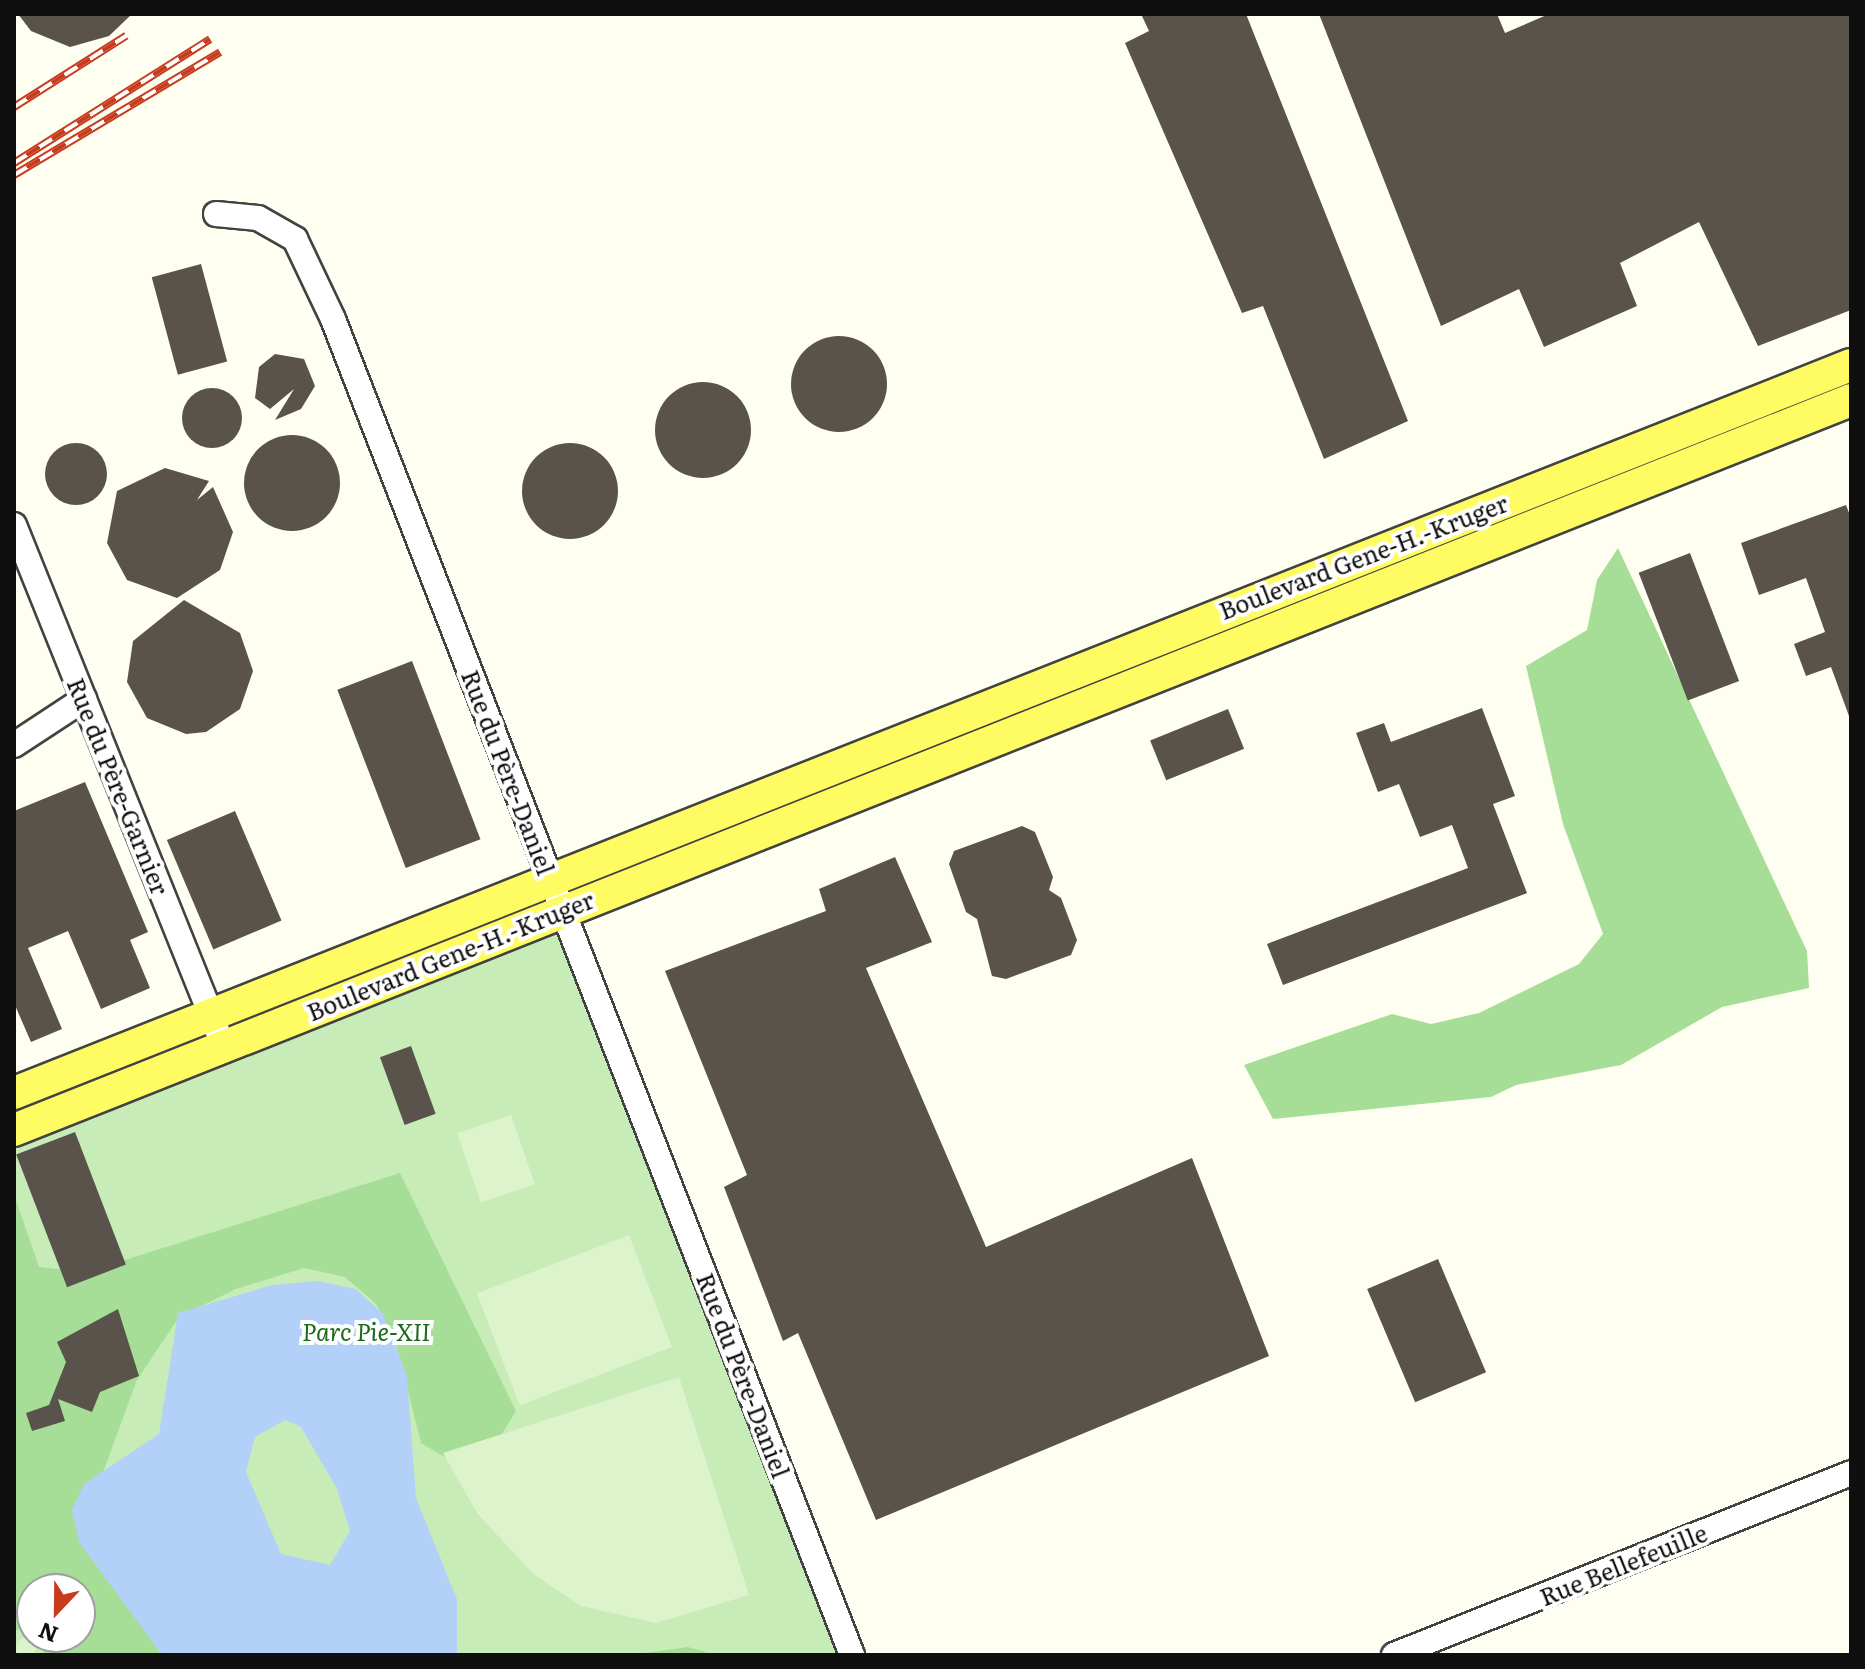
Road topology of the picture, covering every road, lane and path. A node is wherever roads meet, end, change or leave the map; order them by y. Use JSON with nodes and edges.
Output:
{"nodes":[{"id":1,"x":216,"y":214,"type":"dead end"},
{"id":2,"x":1851,"y":365,"type":"edge"},
{"id":3,"x":1851,"y":400,"type":"edge"},
{"id":4,"x":14,"y":525,"type":"edge"},
{"id":5,"x":20,"y":559,"type":"edge"},
{"id":6,"x":84,"y":699,"type":"junction"},
{"id":7,"x":14,"y":745,"type":"edge"},
{"id":8,"x":874,"y":748,"type":"junction"},
{"id":9,"x":887,"y":781,"type":"junction"},
{"id":10,"x":550,"y":879,"type":"junction"},
{"id":11,"x":562,"y":909,"type":"junction"},
{"id":12,"x":211,"y":1014,"type":"junction"},
{"id":13,"x":224,"y":1048,"type":"junction"},
{"id":14,"x":15,"y":1090,"type":"edge"},
{"id":15,"x":23,"y":1126,"type":"edge"},
{"id":16,"x":1851,"y":1473,"type":"edge"},
{"id":17,"x":852,"y":1655,"type":"edge"},
{"id":18,"x":1394,"y":1655,"type":"edge"}],
"edges":[{"from":1,"to":10,"type":"street","name":"Rue du Père-Daniel"},
{"from":2,"to":8,"type":"main road","name":"Boulevard Gene-H.-Kruger"},
{"from":3,"to":9,"type":"main road","name":"Boulevard Gene-H.-Kruger"},
{"from":4,"to":5,"type":"street","name":"Rue du Père-Garnier"},
{"from":5,"to":6,"type":"street","name":"Rue du Père-Garnier"},
{"from":6,"to":7,"type":"street"},
{"from":6,"to":12,"type":"street","name":"Rue du Père-Garnier"},
{"from":8,"to":9,"type":"street"},
{"from":8,"to":10,"type":"main road","name":"Boulevard Gene-H.-Kruger"},
{"from":9,"to":11,"type":"main road","name":"Boulevard Gene-H.-Kruger"},
{"from":10,"to":11,"type":"street","name":"Rue du Père-Daniel"},
{"from":10,"to":12,"type":"main road","name":"Boulevard Gene-H.-Kruger"},
{"from":11,"to":13,"type":"main road","name":"Boulevard Gene-H.-Kruger"},
{"from":11,"to":17,"type":"street","name":"Rue du Père-Daniel"},
{"from":12,"to":13,"type":"street","name":"Rue du Père-Garnier"},
{"from":12,"to":14,"type":"main road","name":"Boulevard Gene-H.-Kruger"},
{"from":13,"to":15,"type":"main road","name":"Boulevard Gene-H.-Kruger"},
{"from":14,"to":15,"type":"street"},
{"from":16,"to":18,"type":"street","name":"Rue Bellefeuille"}]}
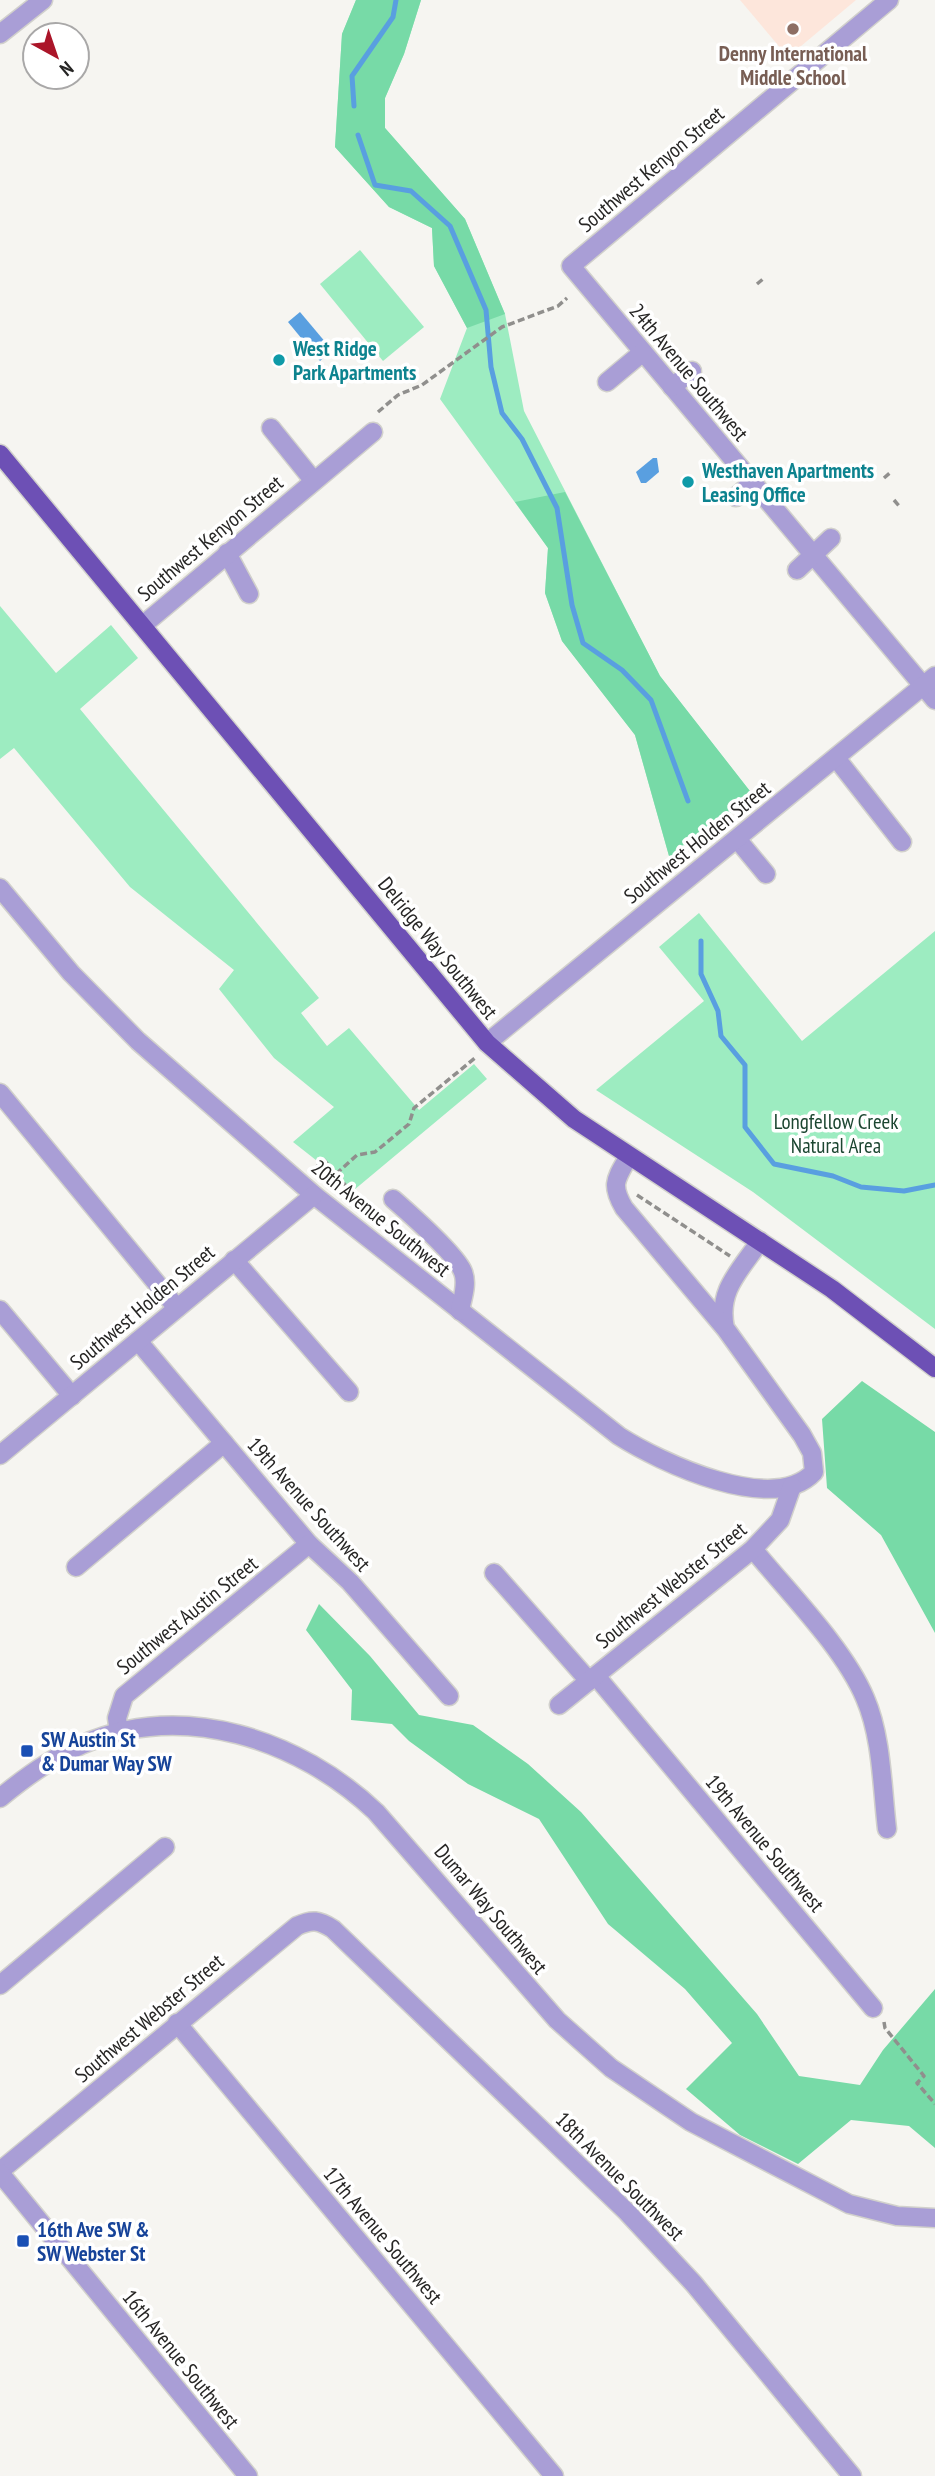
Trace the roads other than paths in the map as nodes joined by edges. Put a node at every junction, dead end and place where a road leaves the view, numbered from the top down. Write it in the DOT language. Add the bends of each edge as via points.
graph roads {
  1 [pos="43,0"];
  2 [pos="889,0"];
  3 [pos="2,30"];
  4 [pos="571,266"];
  5 [pos="643,352"];
  6 [pos="692,370"];
  7 [pos="607,382"];
  8 [pos="672,387"];
  9 [pos="271,428"];
  10 [pos="373,432"];
  11 [pos="0,454"];
  12 [pos="313,480"];
  13 [pos="752,483"];
  14 [pos="736,497"];
  15 [pos="831,538"];
  16 [pos="227,553"];
  17 [pos="813,557"];
  18 [pos="797,570"];
  19 [pos="249,594"];
  20 [pos="143,625"];
  21 [pos="931,687"];
  22 [pos="836,758"];
  23 [pos="737,839"];
  24 [pos="902,842"];
  25 [pos="766,874"];
  26 [pos="0,888"];
  27 [pos="487,1044"];
  28 [pos="0,1093"];
  29 [pos="629,1156"];
  30 [pos="314,1195"];
  31 [pos="393,1199"];
  32 [pos="760,1241"];
  33 [pos="234,1260"];
  34 [pos="177,1308"];
  35 [pos="0,1310"];
  36 [pos="460,1311"];
  37 [pos="725,1328"];
  38 [pos="138,1341"];
  39 [pos="935,1368"];
  40 [pos="349,1392"];
  41 [pos="72,1396"];
  42 [pos="224,1443"];
  43 [pos="0,1455"];
  44 [pos="793,1486"];
  45 [pos="309,1544"];
  46 [pos="753,1549"];
  47 [pos="76,1567"];
  48 [pos="494,1573"];
  49 [pos="592,1678"];
  50 [pos="449,1696"];
  51 [pos="559,1705"];
  52 [pos="119,1734"];
  53 [pos="2,1797"];
  54 [pos="887,1829"];
  55 [pos="165,1847"];
  56 [pos="333,1929"];
  57 [pos="0,1985"];
  58 [pos="873,2008"];
  59 [pos="177,2023"];
  60 [pos="0,2172"];
  61 [pos="935,2218"];
  62 [pos="248,2476"];
  63 [pos="554,2476"];
  64 [pos="852,2476"];
  1 -- 3 [label="street"];
  2 -- 4 [label="street, Southwest Kenyon Street"];
  4 -- 5 [label="street, 24th Avenue Southwest"];
  5 -- 7 [label="street"];
  5 -- 8 [label="street, 24th Avenue Southwest"];
  6 -- 8 [label="street"];
  8 -- 13 [label="street, 24th Avenue Southwest"];
  9 -- 12 [label="street"];
  10 -- 12 [label="street, Southwest Kenyon Street"];
  11 -- 20 [label="main road, Delridge Way Southwest"];
  12 -- 16 [label="street, Southwest Kenyon Street"];
  13 -- 14 [label="street"];
  13 -- 17 [label="street, 24th Avenue Southwest"];
  15 -- 17 [label="street"];
  16 -- 19 [label="street"];
  16 -- 20 [label="street, Southwest Kenyon Street"];
  17 -- 18 [label="street"];
  17 -- 21 [label="street, 24th Avenue Southwest"];
  20 -- 27 [label="main road, Delridge Way Southwest"];
  21 -- 22 [label="street, Southwest Holden Street"];
  22 -- 23 [label="street, Southwest Holden Street"];
  22 -- 24 [label="street"];
  23 -- 25 [label="street"];
  23 -- 27 [label="street, Southwest Holden Street"];
  26 -- 30 [label="street, 20th Avenue Southwest" via="106,1010"];
  27 -- 29 [label="main road, Delridge Way Southwest" via="546,1097"];
  28 -- 34 [label="street"];
  29 -- 32 [label="main road, Delridge Way Southwest"];
  29 -- 37 [label="street" via="615,1180 615,1192"];
  30 -- 33 [label="street, Southwest Holden Street"];
  30 -- 36 [label="street, 20th Avenue Southwest"];
  31 -- 36 [label="street" via="463,1271"];
  32 -- 37 [label="street" via="724,1293"];
  32 -- 39 [label="main road, Delridge Way Southwest"];
  33 -- 34 [label="street, Southwest Holden Street"];
  33 -- 40 [label="street"];
  34 -- 38 [label="street, Southwest Holden Street"];
  35 -- 41 [label="street"];
  36 -- 44 [label="street, 20th Avenue Southwest" via="619,1437 647,1454 671,1466 737,1484"];
  37 -- 44 [label="street, Southwest Webster Street" via="812,1453 814,1472"];
  38 -- 41 [label="street, Southwest Holden Street"];
  38 -- 42 [label="street, 19th Avenue Southwest"];
  41 -- 43 [label="street, Southwest Holden Street"];
  42 -- 45 [label="street, 19th Avenue Southwest"];
  42 -- 47 [label="street"];
  44 -- 46 [label="street, Southwest Webster Street" via="780,1520"];
  45 -- 50 [label="street, 19th Avenue Southwest" via="350,1582"];
  45 -- 52 [label="street, Southwest Austin Street" via="124,1696 117,1718"];
  46 -- 49 [label="street, Southwest Webster Street"];
  46 -- 54 [label="street" via="839,1655 867,1700"];
  48 -- 49 [label="street, 19th Avenue Southwest"];
  49 -- 51 [label="street, Southwest Webster Street"];
  49 -- 58 [label="street, 19th Avenue Southwest"];
  52 -- 53 [label="street, Dumar Way Southwest" via="80,1745"];
  52 -- 61 [label="street, Dumar Way Southwest" via="154,1727 203,1728 266,1741 295,1753 355,1792 376,1812 531,1992 611,2068 691,2122 849,2204 897,2216"];
  55 -- 57 [label="street"];
  56 -- 59 [label="street, Southwest Webster Street" via="320,1920 297,1926"];
  56 -- 64 [label="street, 18th Avenue Southwest" via="635,2221 694,2284"];
  59 -- 60 [label="street, Southwest Webster Street"];
  59 -- 63 [label="street, 17th Avenue Southwest"];
  60 -- 62 [label="street, 16th Avenue Southwest"];
}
########################################
• [INSTRUCTIONS FOR THE TASK]:
From the entries, report each line that includes the word "Holden".

• [EXPECTED ANSWER]:
  21 -- 22 [label="street, Southwest Holden Street"];
  22 -- 23 [label="street, Southwest Holden Street"];
  23 -- 27 [label="street, Southwest Holden Street"];
  30 -- 33 [label="street, Southwest Holden Street"];
  33 -- 34 [label="street, Southwest Holden Street"];
  34 -- 38 [label="street, Southwest Holden Street"];
  38 -- 41 [label="street, Southwest Holden Street"];
  41 -- 43 [label="street, Southwest Holden Street"];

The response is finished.